Der Bundesgerichtshof (BGH) hatte dem EuGH die Frage vorgelegt, ob eine dynamische IP-Adresse ein personenbezogenes Datum darstellt und damit den entsprechenden Schutz genießt. Dynamische IP-Adressen werden durch das Dynamic Host Configuration Protocol (DHCP) vergeben und ändern sich – im Gegensatz zu statischen IP-Adressen – nach einem gewissen Zeitablauf. Der Europäische Gerichtshof (EuGH) hat nun entschieden, dass dynamische IP-Adressen personenbezogene Daten sein können.
Sachverhalt
Der Jurist und Landtagsabgeordneter der Piraten-Partei in Schleswig-Holstein hatte Klage gegen die Bundesregierung erhoben und wandte sich gegen die Praxis der Anbieter von Internetportalen, welche flächendeckend auf Vorrat Informationen speicherten, wer was im Internet liest, schreibt oder sucht, obwohl Internetnutzer ein Recht auf anonyme und nicht nachverfolgbare Internetnutzung haben sollten (vgl. § 13 Abs. 6 TMG). Die Bundesregierung vertrat die Ansicht, dass die beim Surfen übermittelte dynamische IP-Adresse kein personenbezogenes Datum sei und daher nicht dem Datenschutzrecht unterliege. Dagegen ist die EU-Kommission der Auffassung, dass diese nicht auf Vorrat gespeichert werden dürfe.
Vorlagefrage des BGH an den EuGH
Nachdem der Rechtsstreit beim BGH angelangt war, legte dieser dem EuGH die Fragen vor, ob eine dynamische IP-Adresse, die ein Diensteanbieter im Zusammenhang mit einem Zugriff auf seine Internetseite speichert, für diesen schon dann ein personenbezogenes Datum darstellt, wenn lediglich ein Dritter – also der Accessprovider – über das zur Identifizierung der betroffenen Person erforderliche Zusatzwissen verfügt (BGH, Beschluss vom 28.10.2014, VI ZR 135/13).

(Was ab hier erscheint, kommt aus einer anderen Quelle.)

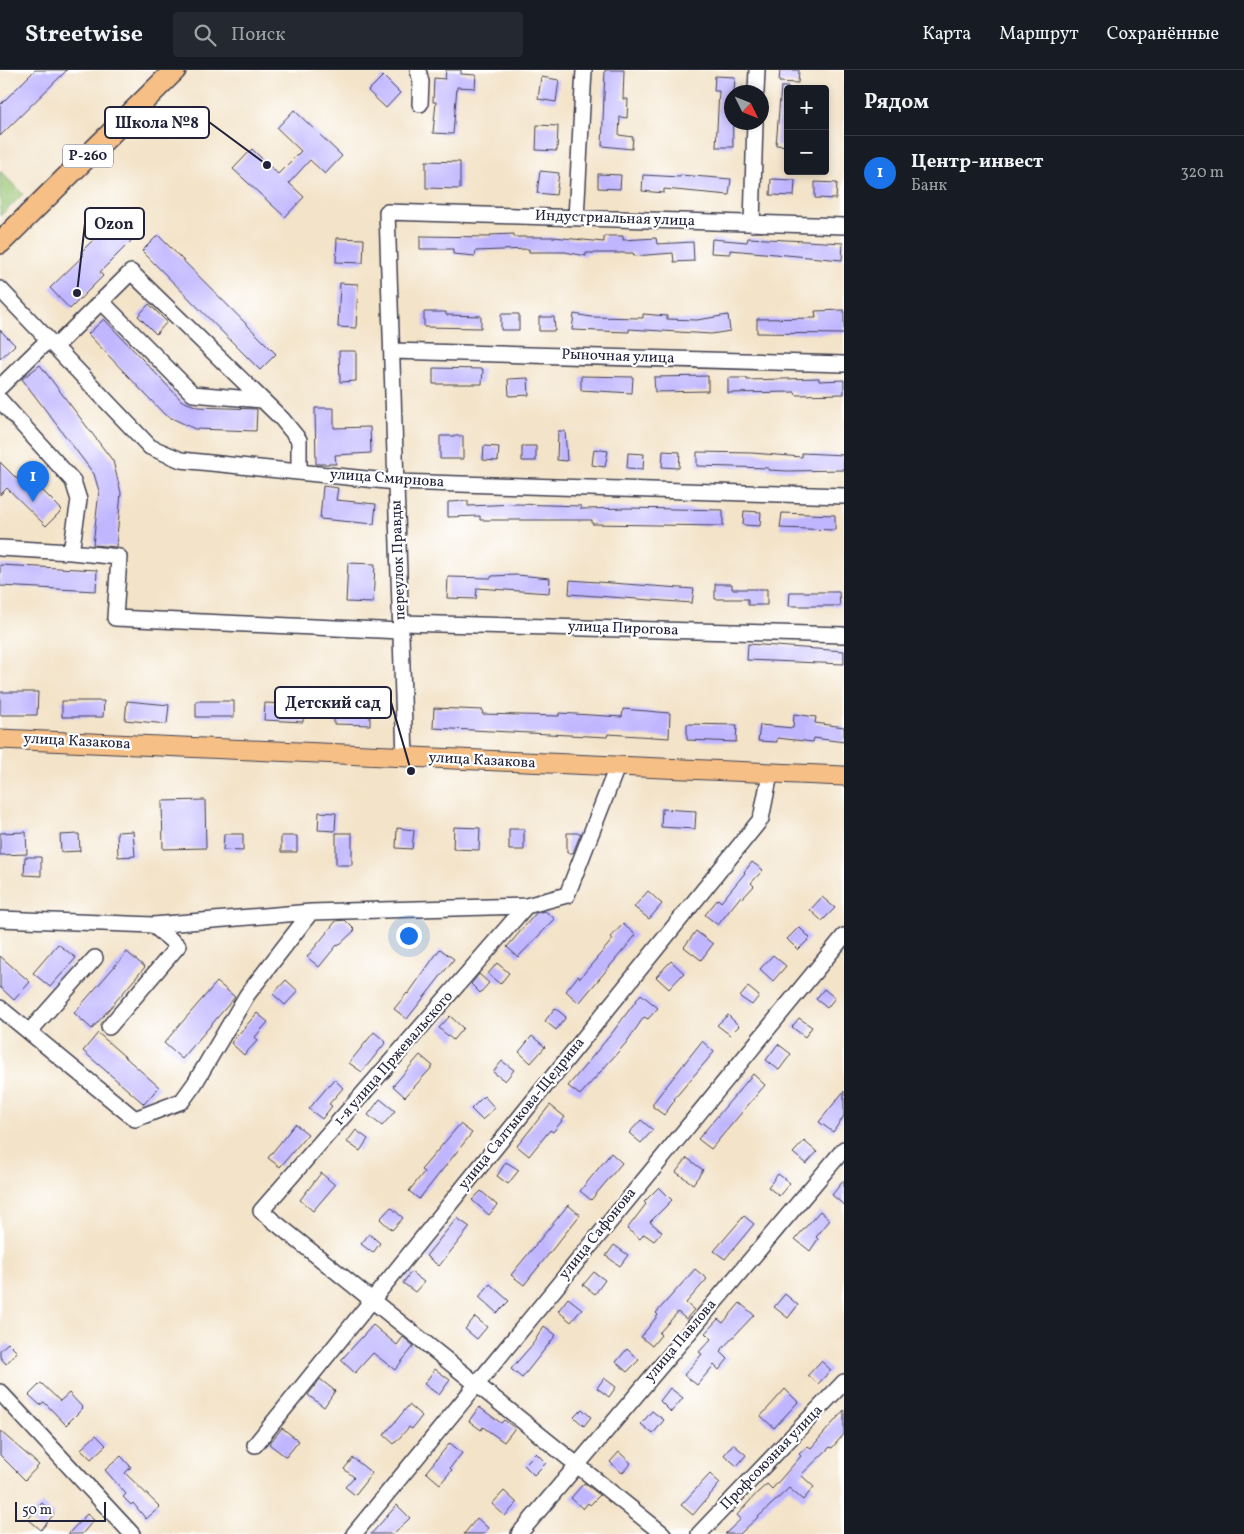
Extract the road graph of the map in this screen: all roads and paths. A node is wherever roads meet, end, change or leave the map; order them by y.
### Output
1 (175, 70) edge
2 (418, 70) edge
3 (584, 70) edge
4 (757, 70) edge
5 (756, 85) edge
6 (420, 104) dead end
7 (755, 130) edge
8 (387, 212) joint
9 (576, 218) junction
10 (752, 224) junction
11 (844, 226) edge
12 (0, 243) edge
13 (0, 289) edge
14 (101, 301) junction
15 (52, 344) junction
16 (392, 351) junction
17 (844, 364) edge
18 (0, 387) edge
19 (0, 400) edge
20 (262, 400) junction
21 (299, 472) junction
22 (396, 482) junction
23 (844, 496) edge
24 (0, 548) edge
25 (71, 552) junction
26 (401, 627) junction
27 (844, 635) edge
28 (0, 739) edge
29 (405, 757) junction
30 (618, 767) junction
31 (770, 774) junction
32 (844, 776) edge
33 (526, 906) junction
34 (311, 912) junction
35 (0, 919) edge
36 (154, 925) junction
37 (844, 936) edge
38 (95, 958) dead end
39 (0, 1008) edge
40 (109, 1027) dead end
41 (29, 1032) junction
42 (844, 1148) edge
43 (372, 1300) junction
44 (844, 1382) edge
45 (476, 1383) junction
46 (0, 1392) edge
47 (255, 1445) dead end
48 (576, 1465) junction
49 (132, 1534) edge
50 (354, 1534) edge
51 (518, 1534) edge
52 (663, 1534) edge
53 (699, 1534) edge

1 - 12 highway, Р-260
2 - 6 street
3 - 9 street
4 - 5 street
7 - 10 street
8 - 9 street, Индустриальная улица
8 - 16 street, переулок Правды
9 - 10 street, Индустриальная улица
10 - 11 street, Индустриальная улица
13 - 15 street, улица Смирнова
14 - 15 street
14 - 20 street
14 - 20 street
15 - 18 street
15 - 21 street, улица Смирнова
16 - 17 street, Рыночная улица
16 - 22 street, переулок Правды
19 - 25 street
20 - 21 street
21 - 22 street, улица Смирнова
22 - 23 street, улица Смирнова
22 - 26 street, переулок Правды
24 - 25 street
25 - 26 street, улица Пирогова
26 - 27 street, улица Пирогова
26 - 29 street, переулок Правды
28 - 29 main road, улица Казакова
29 - 30 main road, улица Казакова
30 - 31 main road, улица Казакова
30 - 33 street
31 - 32 main road, улица Казакова
31 - 43 street, улица Салтыкова-Щедрина
33 - 34 street
33 - 43 street, 1-я улица Пржевальского
34 - 36 street
34 - 41 street
35 - 36 street
36 - 40 street
37 - 45 street, улица Сафонова
38 - 41 street
39 - 41 street
42 - 48 street, улица Павлова
43 - 45 street
43 - 47 street, улица Салтыкова-Щедрина
44 - 53 street, Профсоюзная улица
45 - 48 street
45 - 50 street, улица Сафонова
46 - 49 street
48 - 51 street, улица Павлова
48 - 52 street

Zudem wollte der BGH vom EuGH wissen, ob eine Vorschrift des nationalen Rechts mit dem Inhalt des § 15 Abs. 1 TMG gegen die Datenschutzrichtlinie verstößt.
Rechtliche Mittel zur Identifikation
In seiner Entscheidung schloss sich der EuGH der Theorie vom sog. relativen Personenbezug an und führt aus, dass eine IP-Adresse nicht stets als personenbezogenes Datum im Sinne der Datenschutzrichtlinie zu betrachten ist. Nur dann, wenn der Betreiber einer Website „über rechtliche Mittel verfügt, die es ihm erlauben, den betreffenden Nutzer anhand der Zusatzinformationen, über die dessen Internetzugangsanbieter verfügt, bestimmen zu lassen“ stellen dynamische IP-Adressen ein personenbezogenes Datum dar (EuGH, Urteil vom 19.10.2016, C-582/14). Solche rechtlichen Mittel stellen z.B. die gesetzlichen Regelungen des § 101 Abs. 2 und Abs. 9 UrhG dar.
Zulässige Speicherung bei berechtigtem Interesse
Weiter führte der EuGH aus, dass der Betreiber einer Website ein berechtigtes Interesse daran haben kann, bestimmte personenbezogene Daten der Nutzer zu speichern, um sich gegen Cyberattacken zu verteidigen. Ob ein solches rechtliche Mittel im Einzelfall besteht habe das nationale Gericht, in diesem Fall der BGH, zu entscheiden.
§ 15 Abs. 1 TMG europarechtswidrig
Ferner erklärte der EuGH, dass er die deutsche Vorschrift des § 15 Abs. 1 TMG für europarechtswidrig halte. Auch der Zweck, die generelle Funktionsfähigkeit eines Online-Mediums zu gewährleisten, könne nämlich zu einer Speicherung personenbezogener Daten berechtigen. Der die IP-Adresse speichernde Betreiber einer Website kann danach ein berechtigtes Interesse daran haben, die Aufrechterhaltung der Funktionsfähigkeit der von ihm allgemein zugänglich gemachten Websites über die konkrete Nutzung hinaus zu gewährleisten. Zu diesem Zweck dürfe er personenbezogene Daten, auch IP-Adressen, speichern.
Fazit
Dynamische IP-Adressen stellen also nur dann personenbezogene Daten im Sinne des Datenschutzrechts dar, wenn der Webseitenbetreiber in der Lage ist, mit rechtlichen Mitteln Informationen zu erlangen, welche die dahinterliegende Person bzw. den Anschlussinhaber identifizieren (können).